RECORDS SHOWN below:

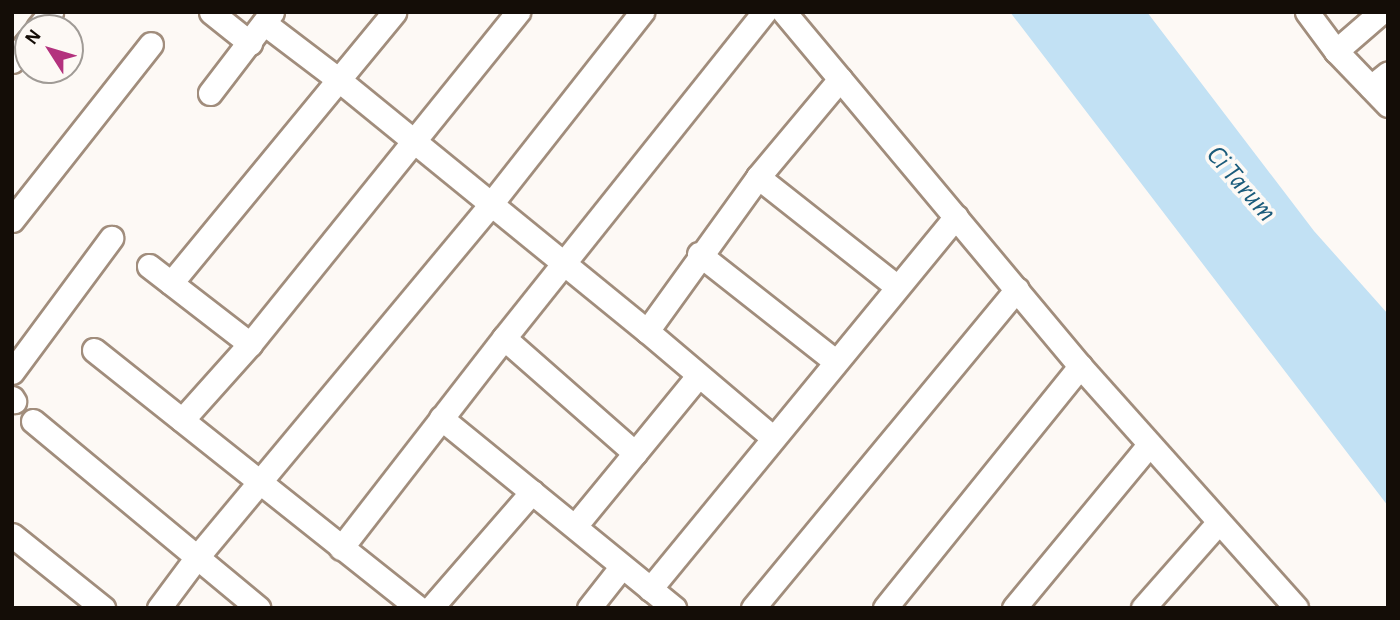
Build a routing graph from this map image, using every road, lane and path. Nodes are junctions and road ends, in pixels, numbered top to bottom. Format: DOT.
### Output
graph roads {
  1 [pos="211,12"];
  2 [pos="394,12"];
  3 [pos="518,12"];
  4 [pos="642,12"];
  5 [pos="764,12"];
  6 [pos="783,12"];
  7 [pos="1307,12"];
  8 [pos="1381,12"];
  9 [pos="268,18"];
  10 [pos="250,43"];
  11 [pos="152,44"];
  12 [pos="1336,51"];
  13 [pos="841,79"];
  14 [pos="339,80"];
  15 [pos="1379,80"];
  16 [pos="210,93"];
  17 [pos="1388,105"];
  18 [pos="411,142"];
  19 [pos="758,177"];
  20 [pos="491,205"];
  21 [pos="956,217"];
  22 [pos="12,220"];
  23 [pos="111,239"];
  24 [pos="699,254"];
  25 [pos="562,264"];
  26 [pos="149,266"];
  27 [pos="171,283"];
  28 [pos="896,286"];
  29 [pos="1017,289"];
  30 [pos="647,331"];
  31 [pos="504,338"];
  32 [pos="250,344"];
  33 [pos="94,350"];
  34 [pos="836,362"];
  35 [pos="1080,366"];
  36 [pos="12,372"];
  37 [pos="698,376"];
  38 [pos="441,418"];
  39 [pos="33,421"];
  40 [pos="182,421"];
  41 [pos="772,437"];
  42 [pos="1149,446"];
  43 [pos="635,453"];
  44 [pos="258,483"];
  45 [pos="532,492"];
  46 [pos="1218,523"];
  47 [pos="575,526"];
  48 [pos="12,536"];
  49 [pos="341,548"];
  50 [pos="197,557"];
  51 [pos="622,566"];
  52 [pos="650,589"];
  53 [pos="1287,604"];
  54 [pos="103,608"];
  55 [pos="159,608"];
  56 [pos="258,608"];
  57 [pos="418,608"];
  58 [pos="431,608"];
  59 [pos="589,608"];
  60 [pos="674,608"];
  61 [pos="753,608"];
  62 [pos="885,608"];
  63 [pos="1014,608"];
  64 [pos="1143,608"];
  1 -- 10 [label="street"];
  2 -- 14 [label="street"];
  3 -- 18 [label="street"];
  4 -- 20 [label="street"];
  5 -- 25 [label="street"];
  6 -- 13 [label="street"];
  7 -- 12 [label="street"];
  8 -- 12 [label="street"];
  9 -- 10 [label="street"];
  9 -- 14 [label="street"];
  10 -- 16 [label="street"];
  11 -- 22 [label="street"];
  12 -- 15 [label="street"];
  13 -- 19 [label="street"];
  13 -- 21 [label="street"];
  14 -- 18 [label="street"];
  14 -- 27 [label="street"];
  15 -- 17 [label="street"];
  18 -- 20 [label="street"];
  18 -- 32 [label="street"];
  19 -- 24 [label="street"];
  19 -- 28 [label="street"];
  20 -- 25 [label="street"];
  20 -- 44 [label="street"];
  21 -- 28 [label="street"];
  21 -- 29 [label="street"];
  23 -- 36 [label="street"];
  24 -- 30 [label="street"];
  24 -- 34 [label="street"];
  25 -- 30 [label="street"];
  25 -- 31 [label="street"];
  26 -- 27 [label="street"];
  27 -- 32 [label="street"];
  28 -- 34 [label="street"];
  29 -- 35 [label="street"];
  29 -- 61 [label="street"];
  30 -- 37 [label="street"];
  31 -- 38 [label="street"];
  31 -- 43 [label="street"];
  32 -- 40 [label="street"];
  33 -- 40 [label="street"];
  34 -- 41 [label="street"];
  35 -- 42 [label="street"];
  35 -- 62 [label="street"];
  37 -- 41 [label="street"];
  37 -- 43 [label="street"];
  38 -- 45 [label="street"];
  38 -- 49 [label="street"];
  39 -- 50 [label="street"];
  40 -- 44 [label="street"];
  41 -- 52 [label="street"];
  42 -- 46 [label="street"];
  42 -- 63 [label="street"];
  43 -- 47 [label="street"];
  44 -- 49 [label="street"];
  44 -- 50 [label="street"];
  45 -- 47 [label="street"];
  45 -- 58 [label="street"];
  46 -- 53 [label="street"];
  46 -- 64 [label="street"];
  47 -- 51 [label="street"];
  48 -- 54 [label="street"];
  49 -- 57 [label="street"];
  50 -- 55 [label="street"];
  50 -- 56 [label="street"];
  51 -- 52 [label="street"];
  51 -- 59 [label="street"];
  52 -- 60 [label="street"];
}
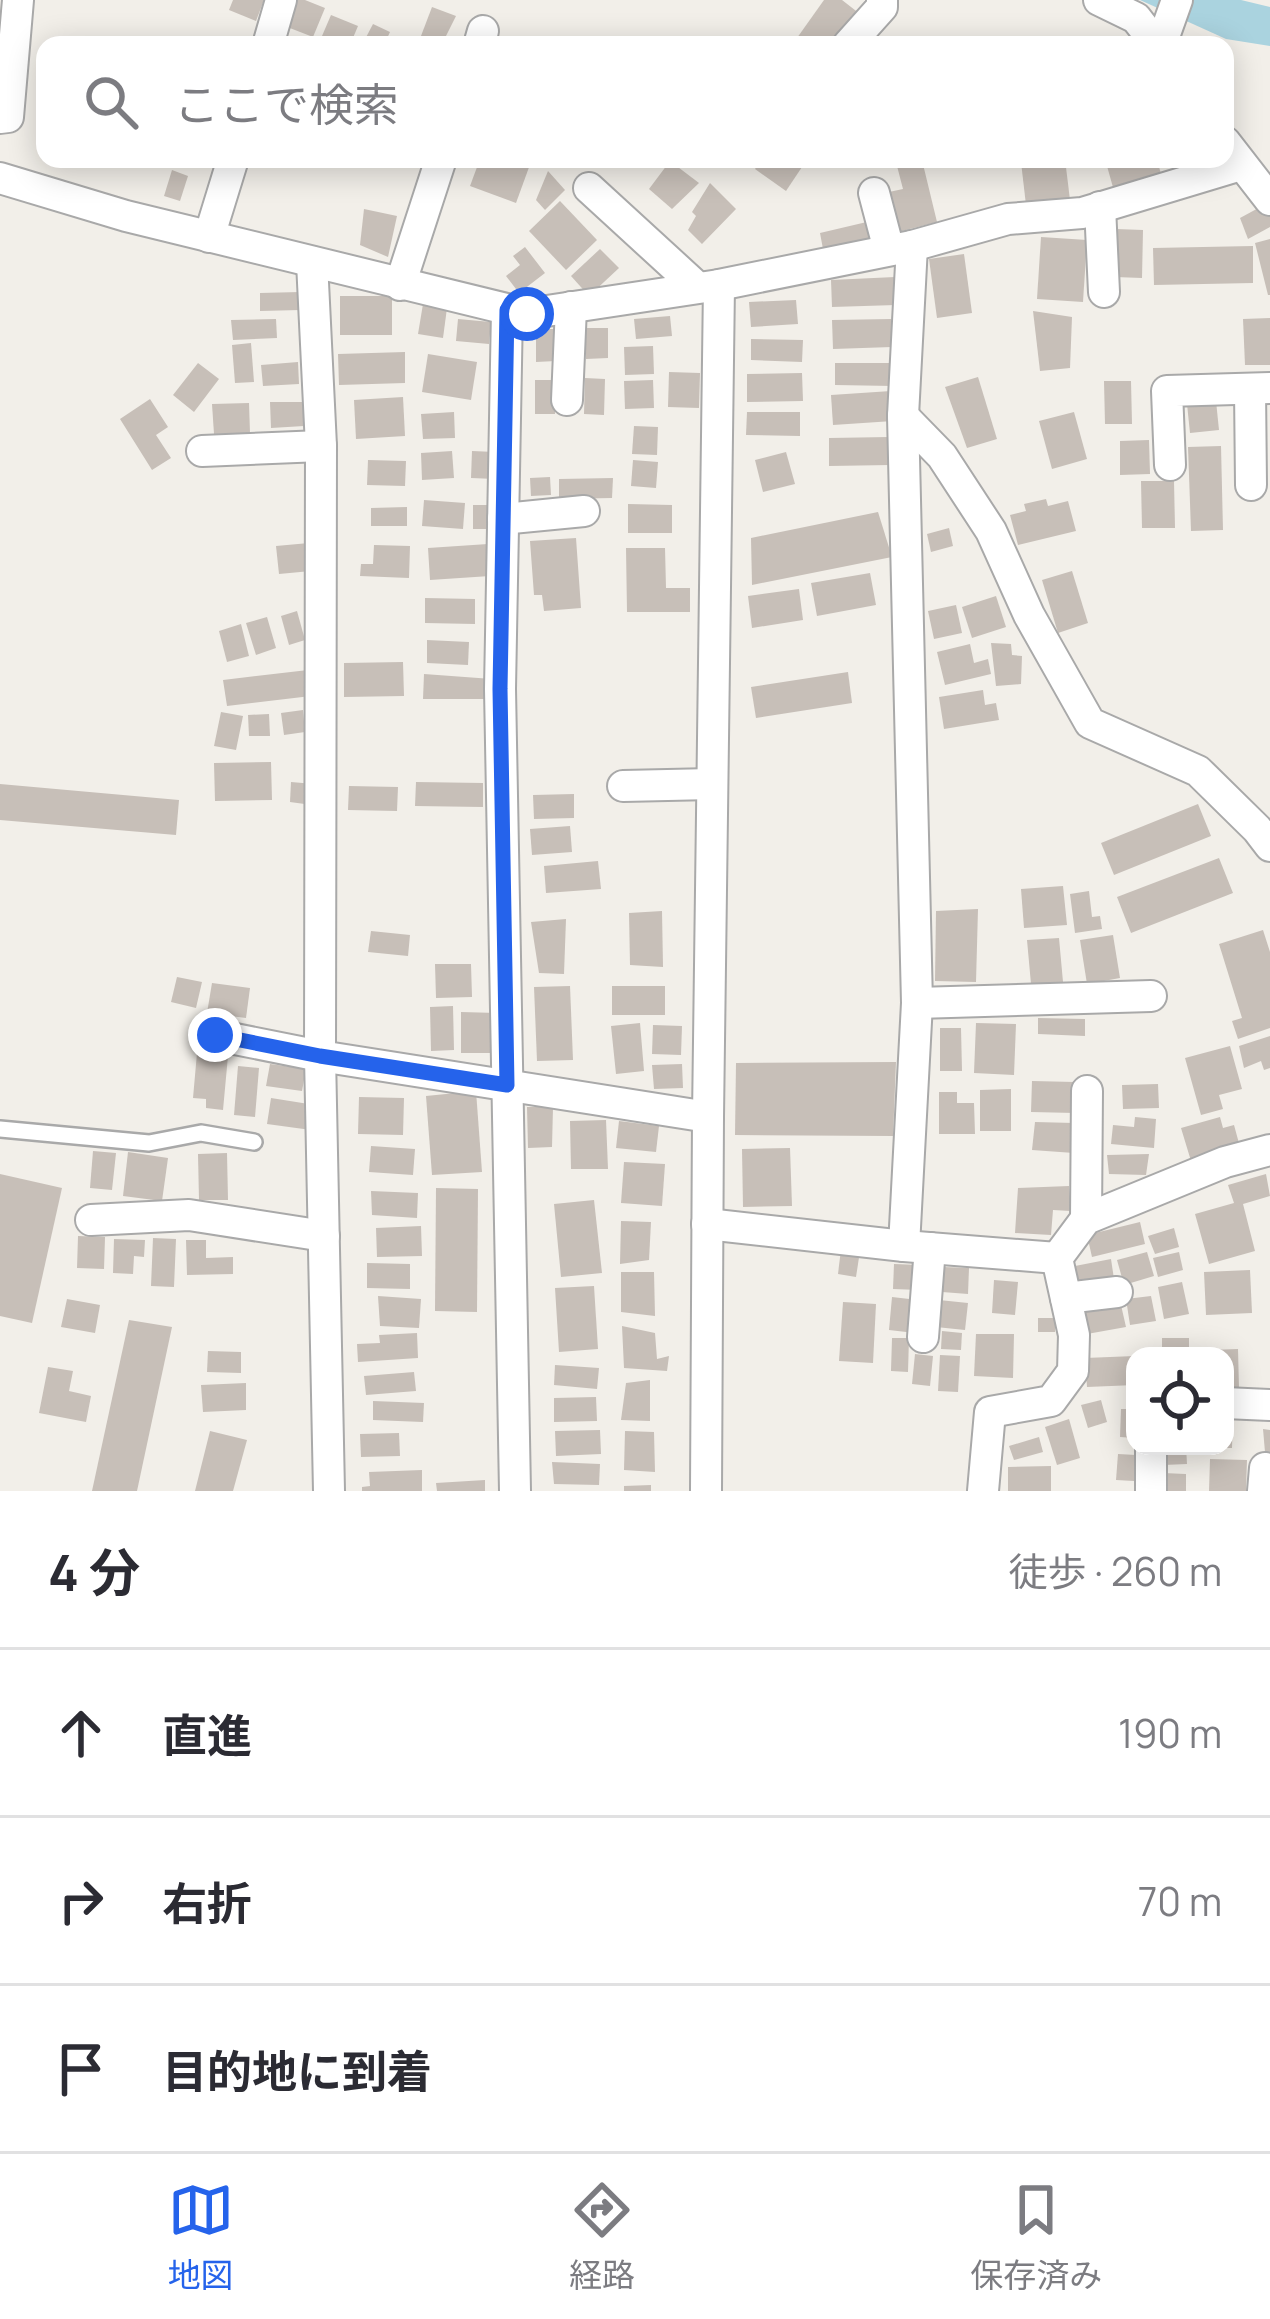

End of RECORDS SHOWN.

Scan the lines above for "graph", then copy every one that has it.

Build a routing graph from this map image, using every road, lane and path. Nodes are junctions and road ends, in pixels, numbered top to bottom. Format: DOT.
graph roads {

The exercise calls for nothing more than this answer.